## Problem description
Send back every record word for word, with nothing missing.

[Records drawn from a dataset]
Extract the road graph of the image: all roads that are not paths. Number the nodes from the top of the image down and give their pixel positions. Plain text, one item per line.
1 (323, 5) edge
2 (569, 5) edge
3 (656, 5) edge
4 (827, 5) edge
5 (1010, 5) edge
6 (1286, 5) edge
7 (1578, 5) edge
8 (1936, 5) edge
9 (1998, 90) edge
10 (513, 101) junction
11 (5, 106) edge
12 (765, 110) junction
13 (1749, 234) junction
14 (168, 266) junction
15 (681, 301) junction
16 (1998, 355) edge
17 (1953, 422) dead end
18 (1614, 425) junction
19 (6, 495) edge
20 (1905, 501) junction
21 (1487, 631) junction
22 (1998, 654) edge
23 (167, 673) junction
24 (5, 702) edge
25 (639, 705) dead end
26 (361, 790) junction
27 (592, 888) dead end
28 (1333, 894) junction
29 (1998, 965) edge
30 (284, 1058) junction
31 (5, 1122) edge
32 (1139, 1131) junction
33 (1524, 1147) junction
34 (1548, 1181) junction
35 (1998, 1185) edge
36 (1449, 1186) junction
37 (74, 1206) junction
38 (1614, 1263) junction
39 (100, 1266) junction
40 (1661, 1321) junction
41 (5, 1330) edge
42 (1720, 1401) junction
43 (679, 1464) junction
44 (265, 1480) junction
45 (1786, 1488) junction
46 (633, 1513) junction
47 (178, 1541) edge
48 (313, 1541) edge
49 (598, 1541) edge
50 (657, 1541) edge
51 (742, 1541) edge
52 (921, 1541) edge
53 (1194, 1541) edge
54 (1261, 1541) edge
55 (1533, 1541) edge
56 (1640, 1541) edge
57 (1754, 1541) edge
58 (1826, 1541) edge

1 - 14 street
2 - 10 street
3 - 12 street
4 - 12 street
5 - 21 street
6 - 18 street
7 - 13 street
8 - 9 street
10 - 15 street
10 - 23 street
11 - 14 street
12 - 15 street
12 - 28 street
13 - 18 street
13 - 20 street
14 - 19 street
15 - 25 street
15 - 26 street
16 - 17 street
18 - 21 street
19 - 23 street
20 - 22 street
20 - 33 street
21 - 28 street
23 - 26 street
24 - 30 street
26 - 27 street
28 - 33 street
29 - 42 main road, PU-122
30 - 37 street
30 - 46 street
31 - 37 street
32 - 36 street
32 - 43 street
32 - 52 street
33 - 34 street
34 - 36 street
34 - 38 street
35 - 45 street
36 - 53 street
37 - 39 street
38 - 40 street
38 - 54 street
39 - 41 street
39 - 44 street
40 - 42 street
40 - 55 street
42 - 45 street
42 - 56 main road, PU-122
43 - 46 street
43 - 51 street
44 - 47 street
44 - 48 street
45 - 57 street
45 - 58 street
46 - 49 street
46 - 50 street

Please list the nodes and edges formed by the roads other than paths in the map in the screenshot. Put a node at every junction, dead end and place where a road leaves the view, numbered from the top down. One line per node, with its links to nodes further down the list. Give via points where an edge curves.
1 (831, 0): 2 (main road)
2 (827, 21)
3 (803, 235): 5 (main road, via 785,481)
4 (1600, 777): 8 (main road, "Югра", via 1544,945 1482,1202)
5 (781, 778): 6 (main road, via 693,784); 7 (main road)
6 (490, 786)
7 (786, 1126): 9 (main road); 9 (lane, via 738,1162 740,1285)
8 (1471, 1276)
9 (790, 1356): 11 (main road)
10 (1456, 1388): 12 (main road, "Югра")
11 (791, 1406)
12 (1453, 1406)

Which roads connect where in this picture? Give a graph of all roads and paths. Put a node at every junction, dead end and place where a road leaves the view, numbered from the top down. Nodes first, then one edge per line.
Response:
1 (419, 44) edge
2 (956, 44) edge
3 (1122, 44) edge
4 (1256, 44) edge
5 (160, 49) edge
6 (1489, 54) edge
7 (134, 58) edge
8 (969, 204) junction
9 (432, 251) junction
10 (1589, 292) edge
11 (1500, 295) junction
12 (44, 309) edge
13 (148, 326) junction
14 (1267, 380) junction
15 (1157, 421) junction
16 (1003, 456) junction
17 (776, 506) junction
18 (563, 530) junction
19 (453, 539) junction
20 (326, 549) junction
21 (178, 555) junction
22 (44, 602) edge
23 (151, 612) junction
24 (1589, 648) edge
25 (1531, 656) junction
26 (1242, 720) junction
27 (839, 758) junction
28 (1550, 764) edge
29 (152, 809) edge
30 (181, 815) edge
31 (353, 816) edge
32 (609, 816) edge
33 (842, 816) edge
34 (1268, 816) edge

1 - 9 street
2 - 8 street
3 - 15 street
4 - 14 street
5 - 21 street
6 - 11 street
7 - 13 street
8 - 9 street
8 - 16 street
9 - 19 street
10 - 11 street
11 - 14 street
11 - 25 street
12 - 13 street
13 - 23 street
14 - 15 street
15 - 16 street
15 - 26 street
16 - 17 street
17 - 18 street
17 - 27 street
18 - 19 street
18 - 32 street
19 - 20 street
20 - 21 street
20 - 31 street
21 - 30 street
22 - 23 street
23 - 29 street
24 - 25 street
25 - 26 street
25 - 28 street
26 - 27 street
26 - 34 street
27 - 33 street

## Exercise response
Extract the road graph of the image: all roads that are not paths. Number the nodes from the top of the image down and give their pixel positions. Plain text, one item per line.
1 (323, 5) edge
2 (569, 5) edge
3 (656, 5) edge
4 (827, 5) edge
5 (1010, 5) edge
6 (1286, 5) edge
7 (1578, 5) edge
8 (1936, 5) edge
9 (1998, 90) edge
10 (513, 101) junction
11 (5, 106) edge
12 (765, 110) junction
13 (1749, 234) junction
14 (168, 266) junction
15 (681, 301) junction
16 (1998, 355) edge
17 (1953, 422) dead end
18 (1614, 425) junction
19 (6, 495) edge
20 (1905, 501) junction
21 (1487, 631) junction
22 (1998, 654) edge
23 (167, 673) junction
24 (5, 702) edge
25 (639, 705) dead end
26 (361, 790) junction
27 (592, 888) dead end
28 (1333, 894) junction
29 (1998, 965) edge
30 (284, 1058) junction
31 (5, 1122) edge
32 (1139, 1131) junction
33 (1524, 1147) junction
34 (1548, 1181) junction
35 (1998, 1185) edge
36 (1449, 1186) junction
37 (74, 1206) junction
38 (1614, 1263) junction
39 (100, 1266) junction
40 (1661, 1321) junction
41 (5, 1330) edge
42 (1720, 1401) junction
43 (679, 1464) junction
44 (265, 1480) junction
45 (1786, 1488) junction
46 (633, 1513) junction
47 (178, 1541) edge
48 (313, 1541) edge
49 (598, 1541) edge
50 (657, 1541) edge
51 (742, 1541) edge
52 (921, 1541) edge
53 (1194, 1541) edge
54 (1261, 1541) edge
55 (1533, 1541) edge
56 (1640, 1541) edge
57 (1754, 1541) edge
58 (1826, 1541) edge

1 - 14 street
2 - 10 street
3 - 12 street
4 - 12 street
5 - 21 street
6 - 18 street
7 - 13 street
8 - 9 street
10 - 15 street
10 - 23 street
11 - 14 street
12 - 15 street
12 - 28 street
13 - 18 street
13 - 20 street
14 - 19 street
15 - 25 street
15 - 26 street
16 - 17 street
18 - 21 street
19 - 23 street
20 - 22 street
20 - 33 street
21 - 28 street
23 - 26 street
24 - 30 street
26 - 27 street
28 - 33 street
29 - 42 main road, PU-122
30 - 37 street
30 - 46 street
31 - 37 street
32 - 36 street
32 - 43 street
32 - 52 street
33 - 34 street
34 - 36 street
34 - 38 street
35 - 45 street
36 - 53 street
37 - 39 street
38 - 40 street
38 - 54 street
39 - 41 street
39 - 44 street
40 - 42 street
40 - 55 street
42 - 45 street
42 - 56 main road, PU-122
43 - 46 street
43 - 51 street
44 - 47 street
44 - 48 street
45 - 57 street
45 - 58 street
46 - 49 street
46 - 50 street

Please list the nodes and edges formed by the roads other than paths in the map in the screenshot. Put a node at every junction, dead end and place where a road leaves the view, numbered from the top down. One line per node, with its links to nodes further down the list. Give via points where an edge curves.
1 (831, 0): 2 (main road)
2 (827, 21)
3 (803, 235): 5 (main road, via 785,481)
4 (1600, 777): 8 (main road, "Югра", via 1544,945 1482,1202)
5 (781, 778): 6 (main road, via 693,784); 7 (main road)
6 (490, 786)
7 (786, 1126): 9 (main road); 9 (lane, via 738,1162 740,1285)
8 (1471, 1276)
9 (790, 1356): 11 (main road)
10 (1456, 1388): 12 (main road, "Югра")
11 (791, 1406)
12 (1453, 1406)

Which roads connect where in this picture? Give a graph of all roads and paths. Put a node at every junction, dead end and place where a road leaves the view, numbered from the top down. Nodes first, then one edge per line.
Response:
1 (419, 44) edge
2 (956, 44) edge
3 (1122, 44) edge
4 (1256, 44) edge
5 (160, 49) edge
6 (1489, 54) edge
7 (134, 58) edge
8 (969, 204) junction
9 (432, 251) junction
10 (1589, 292) edge
11 (1500, 295) junction
12 (44, 309) edge
13 (148, 326) junction
14 (1267, 380) junction
15 (1157, 421) junction
16 (1003, 456) junction
17 (776, 506) junction
18 (563, 530) junction
19 (453, 539) junction
20 (326, 549) junction
21 (178, 555) junction
22 (44, 602) edge
23 (151, 612) junction
24 (1589, 648) edge
25 (1531, 656) junction
26 (1242, 720) junction
27 (839, 758) junction
28 (1550, 764) edge
29 (152, 809) edge
30 (181, 815) edge
31 (353, 816) edge
32 (609, 816) edge
33 (842, 816) edge
34 (1268, 816) edge

1 - 9 street
2 - 8 street
3 - 15 street
4 - 14 street
5 - 21 street
6 - 11 street
7 - 13 street
8 - 9 street
8 - 16 street
9 - 19 street
10 - 11 street
11 - 14 street
11 - 25 street
12 - 13 street
13 - 23 street
14 - 15 street
15 - 16 street
15 - 26 street
16 - 17 street
17 - 18 street
17 - 27 street
18 - 19 street
18 - 32 street
19 - 20 street
20 - 21 street
20 - 31 street
21 - 30 street
22 - 23 street
23 - 29 street
24 - 25 street
25 - 26 street
25 - 28 street
26 - 27 street
26 - 34 street
27 - 33 street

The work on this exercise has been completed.